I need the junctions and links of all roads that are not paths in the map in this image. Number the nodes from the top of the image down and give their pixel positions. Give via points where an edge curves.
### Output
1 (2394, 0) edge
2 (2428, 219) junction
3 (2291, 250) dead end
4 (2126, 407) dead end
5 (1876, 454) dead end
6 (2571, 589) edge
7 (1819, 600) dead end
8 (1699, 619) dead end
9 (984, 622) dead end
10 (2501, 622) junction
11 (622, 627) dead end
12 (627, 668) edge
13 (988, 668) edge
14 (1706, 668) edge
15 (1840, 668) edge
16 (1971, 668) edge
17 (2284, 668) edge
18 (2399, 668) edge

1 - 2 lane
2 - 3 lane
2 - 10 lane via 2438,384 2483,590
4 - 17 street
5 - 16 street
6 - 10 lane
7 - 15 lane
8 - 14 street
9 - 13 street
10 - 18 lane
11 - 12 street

◆ REQUIREMENT
Nothing in the data above may be skipped; repeat it all exactly.

◆ RESPONSE TO THIS TASK
I need the junctions and links of all roads that are not paths in the map in this image. Number the nodes from the top of the image down and give their pixel positions. Give via points where an edge curves.
### Output
1 (2394, 0) edge
2 (2428, 219) junction
3 (2291, 250) dead end
4 (2126, 407) dead end
5 (1876, 454) dead end
6 (2571, 589) edge
7 (1819, 600) dead end
8 (1699, 619) dead end
9 (984, 622) dead end
10 (2501, 622) junction
11 (622, 627) dead end
12 (627, 668) edge
13 (988, 668) edge
14 (1706, 668) edge
15 (1840, 668) edge
16 (1971, 668) edge
17 (2284, 668) edge
18 (2399, 668) edge

1 - 2 lane
2 - 3 lane
2 - 10 lane via 2438,384 2483,590
4 - 17 street
5 - 16 street
6 - 10 lane
7 - 15 lane
8 - 14 street
9 - 13 street
10 - 18 lane
11 - 12 street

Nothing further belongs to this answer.